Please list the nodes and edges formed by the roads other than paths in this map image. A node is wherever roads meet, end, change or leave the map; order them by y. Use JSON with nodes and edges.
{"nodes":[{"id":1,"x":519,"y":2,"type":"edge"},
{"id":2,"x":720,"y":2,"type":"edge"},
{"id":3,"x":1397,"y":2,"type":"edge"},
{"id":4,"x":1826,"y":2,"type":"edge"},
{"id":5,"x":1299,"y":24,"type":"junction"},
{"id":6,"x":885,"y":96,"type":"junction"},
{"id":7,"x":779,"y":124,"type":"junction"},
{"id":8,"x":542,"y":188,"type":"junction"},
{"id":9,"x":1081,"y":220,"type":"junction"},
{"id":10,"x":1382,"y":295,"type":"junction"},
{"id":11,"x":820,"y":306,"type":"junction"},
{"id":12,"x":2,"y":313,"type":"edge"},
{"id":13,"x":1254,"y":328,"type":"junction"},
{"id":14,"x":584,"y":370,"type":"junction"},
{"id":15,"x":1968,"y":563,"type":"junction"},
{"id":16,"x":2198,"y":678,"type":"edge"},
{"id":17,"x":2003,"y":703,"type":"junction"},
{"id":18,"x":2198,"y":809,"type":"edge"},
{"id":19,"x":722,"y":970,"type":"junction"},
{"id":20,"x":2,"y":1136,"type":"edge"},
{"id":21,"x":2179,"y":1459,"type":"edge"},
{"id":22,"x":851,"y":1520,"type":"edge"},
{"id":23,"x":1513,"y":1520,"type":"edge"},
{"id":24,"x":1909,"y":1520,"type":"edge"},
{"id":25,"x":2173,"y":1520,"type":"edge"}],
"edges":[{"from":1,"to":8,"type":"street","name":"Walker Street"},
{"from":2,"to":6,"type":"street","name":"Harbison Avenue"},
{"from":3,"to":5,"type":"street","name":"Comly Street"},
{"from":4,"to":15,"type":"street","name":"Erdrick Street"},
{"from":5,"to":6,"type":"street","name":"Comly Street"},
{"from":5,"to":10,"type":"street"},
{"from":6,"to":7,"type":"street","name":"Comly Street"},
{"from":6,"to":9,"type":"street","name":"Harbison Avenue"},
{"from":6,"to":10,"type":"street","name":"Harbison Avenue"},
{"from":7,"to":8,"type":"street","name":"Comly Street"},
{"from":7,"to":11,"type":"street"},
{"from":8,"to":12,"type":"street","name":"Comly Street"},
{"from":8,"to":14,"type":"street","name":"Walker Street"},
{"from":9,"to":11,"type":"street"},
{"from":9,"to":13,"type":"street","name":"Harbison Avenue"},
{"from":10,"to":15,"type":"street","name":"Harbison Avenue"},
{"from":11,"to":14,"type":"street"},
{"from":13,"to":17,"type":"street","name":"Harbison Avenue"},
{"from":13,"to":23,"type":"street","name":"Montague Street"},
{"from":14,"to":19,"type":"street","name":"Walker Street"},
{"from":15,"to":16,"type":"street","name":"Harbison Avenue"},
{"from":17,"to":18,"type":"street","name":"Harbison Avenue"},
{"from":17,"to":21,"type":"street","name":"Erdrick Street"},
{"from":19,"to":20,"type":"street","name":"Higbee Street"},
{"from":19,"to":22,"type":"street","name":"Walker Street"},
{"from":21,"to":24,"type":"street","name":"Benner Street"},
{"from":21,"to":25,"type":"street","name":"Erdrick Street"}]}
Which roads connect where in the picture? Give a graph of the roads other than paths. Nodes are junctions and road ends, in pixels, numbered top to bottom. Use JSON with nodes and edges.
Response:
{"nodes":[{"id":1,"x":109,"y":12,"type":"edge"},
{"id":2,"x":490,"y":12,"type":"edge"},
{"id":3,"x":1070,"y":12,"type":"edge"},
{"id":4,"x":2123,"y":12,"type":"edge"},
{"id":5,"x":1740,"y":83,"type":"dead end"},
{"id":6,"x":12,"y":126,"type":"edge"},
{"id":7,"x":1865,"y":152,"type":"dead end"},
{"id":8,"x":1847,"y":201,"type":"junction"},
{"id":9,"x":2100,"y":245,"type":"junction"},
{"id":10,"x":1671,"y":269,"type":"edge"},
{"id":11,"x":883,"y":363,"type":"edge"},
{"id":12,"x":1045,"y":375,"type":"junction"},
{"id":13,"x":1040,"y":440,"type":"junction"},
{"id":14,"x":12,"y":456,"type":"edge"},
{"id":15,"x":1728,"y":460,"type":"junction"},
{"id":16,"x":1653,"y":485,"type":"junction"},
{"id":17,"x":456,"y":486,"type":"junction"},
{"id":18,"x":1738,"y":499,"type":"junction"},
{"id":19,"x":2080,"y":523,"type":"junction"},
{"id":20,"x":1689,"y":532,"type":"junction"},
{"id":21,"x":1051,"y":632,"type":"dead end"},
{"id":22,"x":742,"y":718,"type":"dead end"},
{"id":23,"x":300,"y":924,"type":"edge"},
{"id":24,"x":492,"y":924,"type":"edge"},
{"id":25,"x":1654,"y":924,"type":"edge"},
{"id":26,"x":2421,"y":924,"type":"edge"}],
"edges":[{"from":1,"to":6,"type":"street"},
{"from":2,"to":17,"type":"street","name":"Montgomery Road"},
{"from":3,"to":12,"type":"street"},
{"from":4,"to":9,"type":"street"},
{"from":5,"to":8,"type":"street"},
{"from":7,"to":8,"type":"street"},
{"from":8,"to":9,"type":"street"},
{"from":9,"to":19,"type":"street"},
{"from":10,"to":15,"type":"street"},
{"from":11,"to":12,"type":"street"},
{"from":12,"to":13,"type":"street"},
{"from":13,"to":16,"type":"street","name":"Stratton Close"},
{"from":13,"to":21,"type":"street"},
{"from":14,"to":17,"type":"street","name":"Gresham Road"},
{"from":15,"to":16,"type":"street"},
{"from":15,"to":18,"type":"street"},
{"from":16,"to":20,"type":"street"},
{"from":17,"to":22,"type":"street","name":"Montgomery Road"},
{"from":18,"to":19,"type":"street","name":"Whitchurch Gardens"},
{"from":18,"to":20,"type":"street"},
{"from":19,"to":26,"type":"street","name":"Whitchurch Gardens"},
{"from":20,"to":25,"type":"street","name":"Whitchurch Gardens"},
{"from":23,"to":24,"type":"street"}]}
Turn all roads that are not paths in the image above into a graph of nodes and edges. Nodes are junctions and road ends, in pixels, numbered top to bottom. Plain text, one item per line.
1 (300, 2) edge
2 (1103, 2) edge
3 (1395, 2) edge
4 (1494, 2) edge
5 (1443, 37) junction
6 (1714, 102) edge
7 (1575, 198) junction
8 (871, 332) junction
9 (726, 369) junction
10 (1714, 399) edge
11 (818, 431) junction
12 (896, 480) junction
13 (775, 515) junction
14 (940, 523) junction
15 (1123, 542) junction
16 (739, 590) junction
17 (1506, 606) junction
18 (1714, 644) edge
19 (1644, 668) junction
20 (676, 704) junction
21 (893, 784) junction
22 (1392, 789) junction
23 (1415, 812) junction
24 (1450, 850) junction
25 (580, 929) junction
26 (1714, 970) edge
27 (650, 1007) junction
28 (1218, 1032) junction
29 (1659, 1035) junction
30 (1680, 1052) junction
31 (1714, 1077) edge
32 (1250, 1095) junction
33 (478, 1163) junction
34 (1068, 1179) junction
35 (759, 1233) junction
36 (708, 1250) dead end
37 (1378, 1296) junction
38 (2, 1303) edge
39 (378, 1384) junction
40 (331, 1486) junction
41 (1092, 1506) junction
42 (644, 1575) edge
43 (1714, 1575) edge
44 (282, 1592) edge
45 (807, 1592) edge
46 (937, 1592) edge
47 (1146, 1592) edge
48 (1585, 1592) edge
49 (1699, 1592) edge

* About this task
Scan the data for lines containing "Walker" and copy all of them.

* Answer box
"edges":[{"from":1,"to":8,"type":"street","name":"Walker Street"},
{"from":8,"to":14,"type":"street","name":"Walker Street"},
{"from":14,"to":19,"type":"street","name":"Walker Street"},
{"from":19,"to":22,"type":"street","name":"Walker Street"},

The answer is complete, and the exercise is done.